Tuesday, June 18, 2019

Creating Associative Surfaces

Associative surfaces automatically adjust to changes made to other, related objects.

When surface associativity is on, surfaces are created with a relationship to the surface or profiles that created them.
Associativity allows you to:
  • Reshape the generating profiles to automatically reshape the surface.
  • Work with a group of surfaces as if they were one object. Just as reshaping one face of a solid box adjusts the entire box, reshaping one surface or edge in a group of associated surfaces adjusts the entire group.
  • Use geometric constraints on the 2D profiles of a surface.
  • Assign mathematical expressions to derive properties of surfaces, such as height and radius. For example, specify that the height of an extruded surface be equal to one half the length of another object.

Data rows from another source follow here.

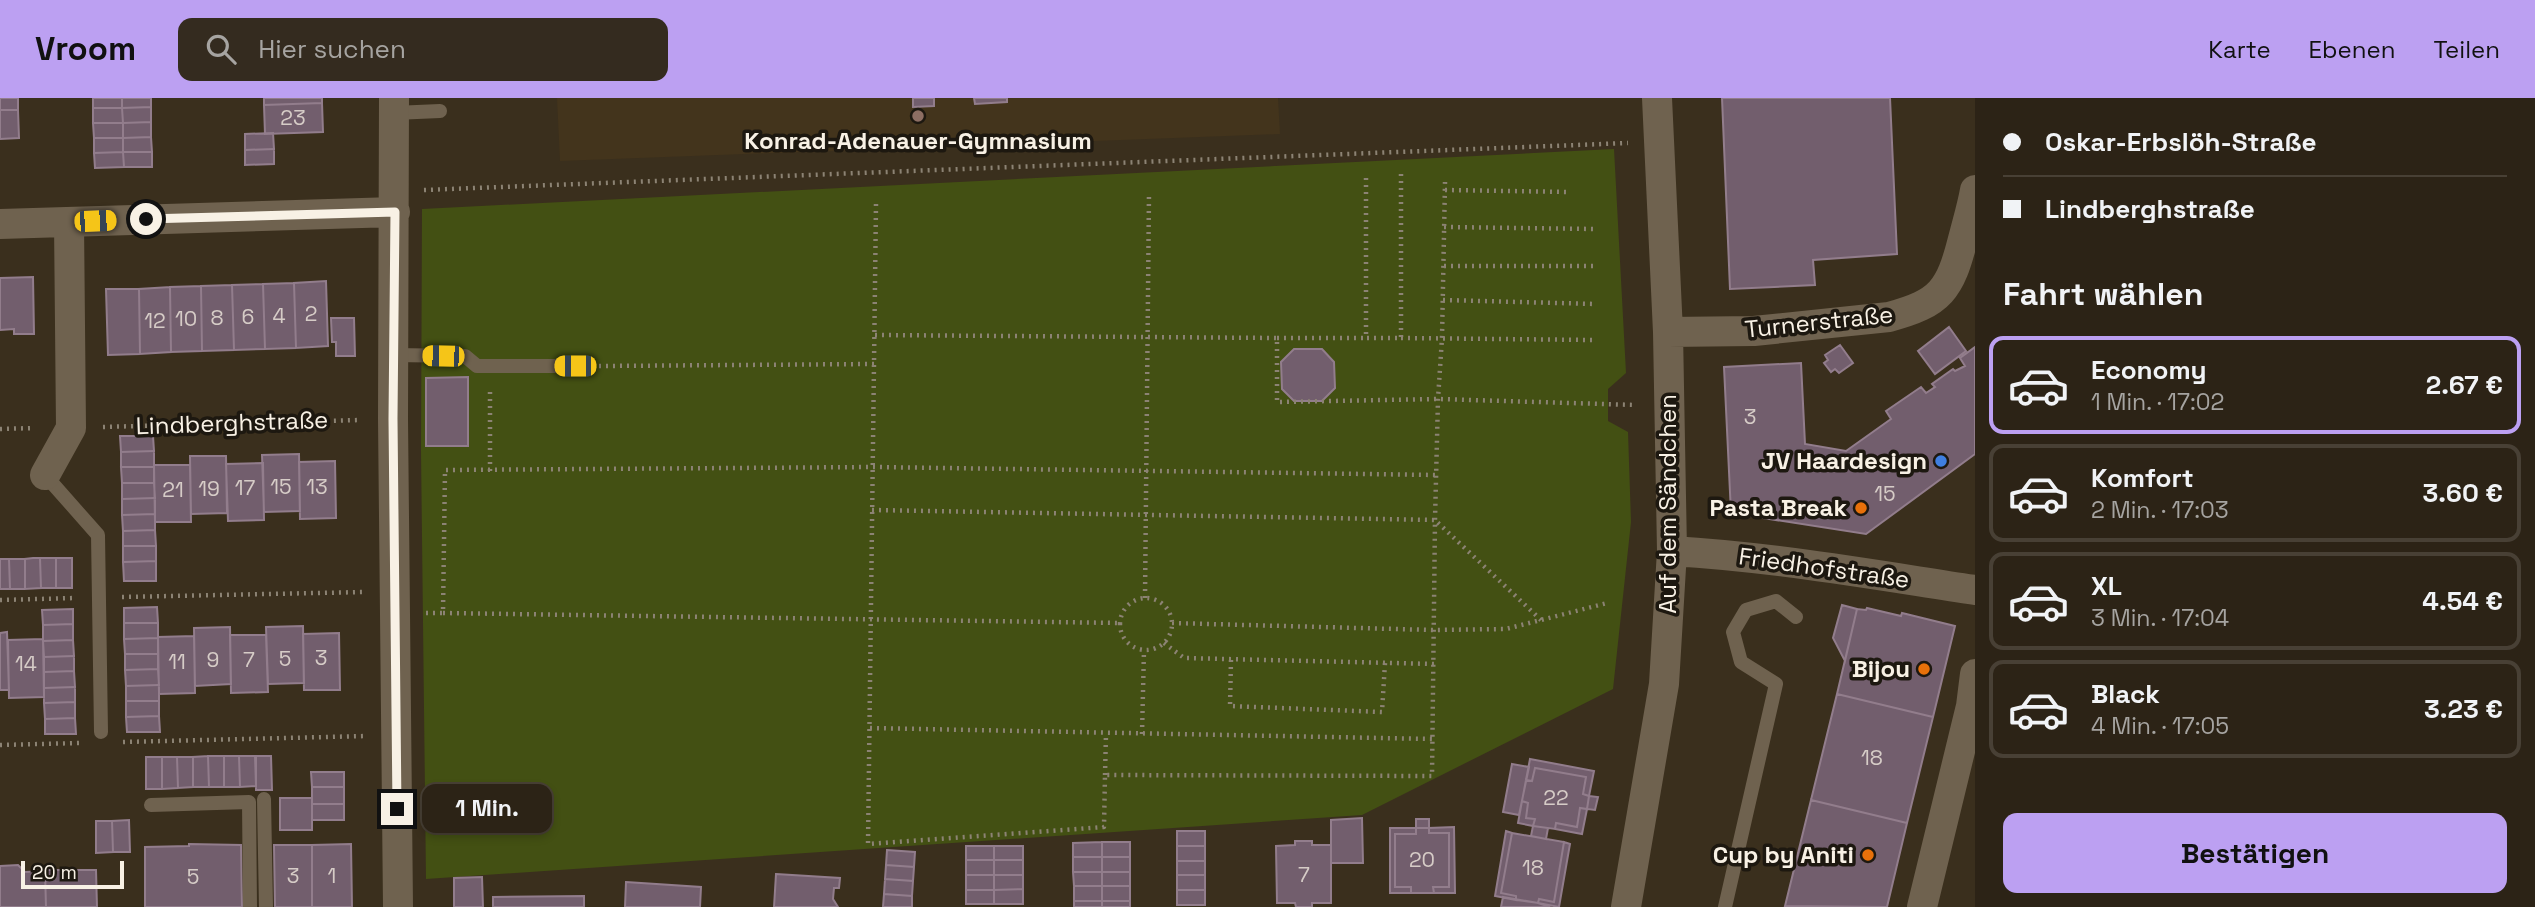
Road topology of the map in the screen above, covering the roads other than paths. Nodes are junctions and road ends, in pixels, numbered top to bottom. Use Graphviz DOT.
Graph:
graph roads {
  1 [pos="1657,98"];
  2 [pos="394,106"];
  3 [pos="440,111"];
  4 [pos="1975,190"];
  5 [pos="395,202"];
  6 [pos="69,222"];
  7 [pos="0,224"];
  8 [pos="1668,332"];
  9 [pos="393,355"];
  10 [pos="575,366"];
  11 [pos="45,475"];
  12 [pos="1672,551"];
  13 [pos="1975,590"];
  14 [pos="1797,617"];
  15 [pos="1975,674"];
  16 [pos="102,732"];
  17 [pos="264,799"];
  18 [pos="151,805"];
  19 [pos="250,907"];
  20 [pos="266,907"];
  21 [pos="398,907"];
  22 [pos="1626,907"];
  23 [pos="1725,907"];
  24 [pos="1922,907"];
  1 -- 8 [label="street, Auf dem Sändchen"];
  2 -- 3 [label="lane"];
  2 -- 5 [label="street"];
  4 -- 8 [label="street, Turnerstraße"];
  5 -- 6 [label="street"];
  5 -- 9 [label="street"];
  6 -- 7 [label="street"];
  6 -- 11 [label="street"];
  8 -- 12 [label="street, Auf dem Sändchen"];
  9 -- 10 [label="lane"];
  9 -- 21 [label="street"];
  11 -- 16 [label="lane"];
  12 -- 13 [label="street, Friedhofstraße"];
  12 -- 22 [label="street, Auf dem Sändchen"];
  14 -- 23 [label="lane"];
  15 -- 24 [label="street"];
  17 -- 20 [label="lane"];
  18 -- 19 [label="lane"];
}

As you add and edit objects, all objects become related and create a chain of dependency. Editing one object can affect all associated objects. It is important to understand the chain of associativity because moving or deleting one of the links in the chain can break the relationship between all the objects.

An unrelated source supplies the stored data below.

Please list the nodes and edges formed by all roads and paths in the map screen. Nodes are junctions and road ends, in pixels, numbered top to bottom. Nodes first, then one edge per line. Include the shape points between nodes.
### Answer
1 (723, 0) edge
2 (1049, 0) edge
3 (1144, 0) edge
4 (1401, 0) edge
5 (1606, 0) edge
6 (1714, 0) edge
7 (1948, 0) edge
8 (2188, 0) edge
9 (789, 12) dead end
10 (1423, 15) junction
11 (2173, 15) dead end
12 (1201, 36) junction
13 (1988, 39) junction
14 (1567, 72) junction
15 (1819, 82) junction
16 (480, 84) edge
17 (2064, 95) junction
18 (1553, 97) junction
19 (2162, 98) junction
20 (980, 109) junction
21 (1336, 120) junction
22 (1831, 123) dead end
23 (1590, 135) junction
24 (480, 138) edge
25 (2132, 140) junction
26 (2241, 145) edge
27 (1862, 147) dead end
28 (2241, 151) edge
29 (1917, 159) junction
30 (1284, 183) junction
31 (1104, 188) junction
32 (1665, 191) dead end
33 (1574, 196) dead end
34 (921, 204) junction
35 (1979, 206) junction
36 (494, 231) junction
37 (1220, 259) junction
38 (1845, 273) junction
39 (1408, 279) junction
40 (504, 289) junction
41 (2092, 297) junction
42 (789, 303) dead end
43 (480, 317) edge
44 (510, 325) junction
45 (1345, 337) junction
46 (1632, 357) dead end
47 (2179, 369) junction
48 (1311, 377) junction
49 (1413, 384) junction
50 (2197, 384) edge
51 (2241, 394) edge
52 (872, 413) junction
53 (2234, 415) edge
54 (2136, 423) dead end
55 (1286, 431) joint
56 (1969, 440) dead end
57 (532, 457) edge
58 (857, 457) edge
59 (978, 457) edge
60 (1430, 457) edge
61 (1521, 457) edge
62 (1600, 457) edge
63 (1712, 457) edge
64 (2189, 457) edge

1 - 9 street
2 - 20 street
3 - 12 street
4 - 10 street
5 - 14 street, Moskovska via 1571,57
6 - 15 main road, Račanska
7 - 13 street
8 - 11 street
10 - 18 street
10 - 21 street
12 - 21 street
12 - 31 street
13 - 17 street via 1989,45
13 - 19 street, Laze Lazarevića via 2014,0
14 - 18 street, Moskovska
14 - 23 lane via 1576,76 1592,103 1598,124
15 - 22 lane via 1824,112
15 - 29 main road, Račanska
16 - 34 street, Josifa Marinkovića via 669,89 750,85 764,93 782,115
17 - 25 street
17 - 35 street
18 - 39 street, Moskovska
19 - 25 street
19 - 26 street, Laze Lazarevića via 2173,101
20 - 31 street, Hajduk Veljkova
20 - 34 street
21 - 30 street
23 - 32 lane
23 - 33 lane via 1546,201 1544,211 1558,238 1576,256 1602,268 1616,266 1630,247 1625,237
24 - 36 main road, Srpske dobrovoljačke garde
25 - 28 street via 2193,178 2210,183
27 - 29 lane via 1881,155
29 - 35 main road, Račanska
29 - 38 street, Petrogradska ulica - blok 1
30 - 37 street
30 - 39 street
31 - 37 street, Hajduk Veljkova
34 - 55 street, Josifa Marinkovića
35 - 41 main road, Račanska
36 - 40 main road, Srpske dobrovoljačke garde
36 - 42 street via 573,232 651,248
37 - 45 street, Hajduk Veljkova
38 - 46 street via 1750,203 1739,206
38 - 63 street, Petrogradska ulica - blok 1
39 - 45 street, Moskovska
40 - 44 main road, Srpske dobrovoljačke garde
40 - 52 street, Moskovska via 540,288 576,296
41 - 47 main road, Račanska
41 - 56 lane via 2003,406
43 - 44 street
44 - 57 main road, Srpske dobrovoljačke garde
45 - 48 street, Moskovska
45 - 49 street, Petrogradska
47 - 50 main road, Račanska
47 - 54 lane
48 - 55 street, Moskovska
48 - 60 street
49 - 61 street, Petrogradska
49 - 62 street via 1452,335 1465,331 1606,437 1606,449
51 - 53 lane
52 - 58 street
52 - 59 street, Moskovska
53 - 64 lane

Note: To modify the shape of a surface that is generated from a curve or spline, you must select and modify the generating curve or spline, not the surface itself. If you modify the surface itself, you will lose associativity.
When associativity is on, the DELOBJ system variable is ignored. If Surface Associativity and NURBS Creation are both on, surfaces are created as NURBS surfaces, not associative surfaces.
Save time by planning your model ahead; you cannot go back and add associativity after the model has been created. Also, be careful not to accidentally break associativity by dragging objects away from the group.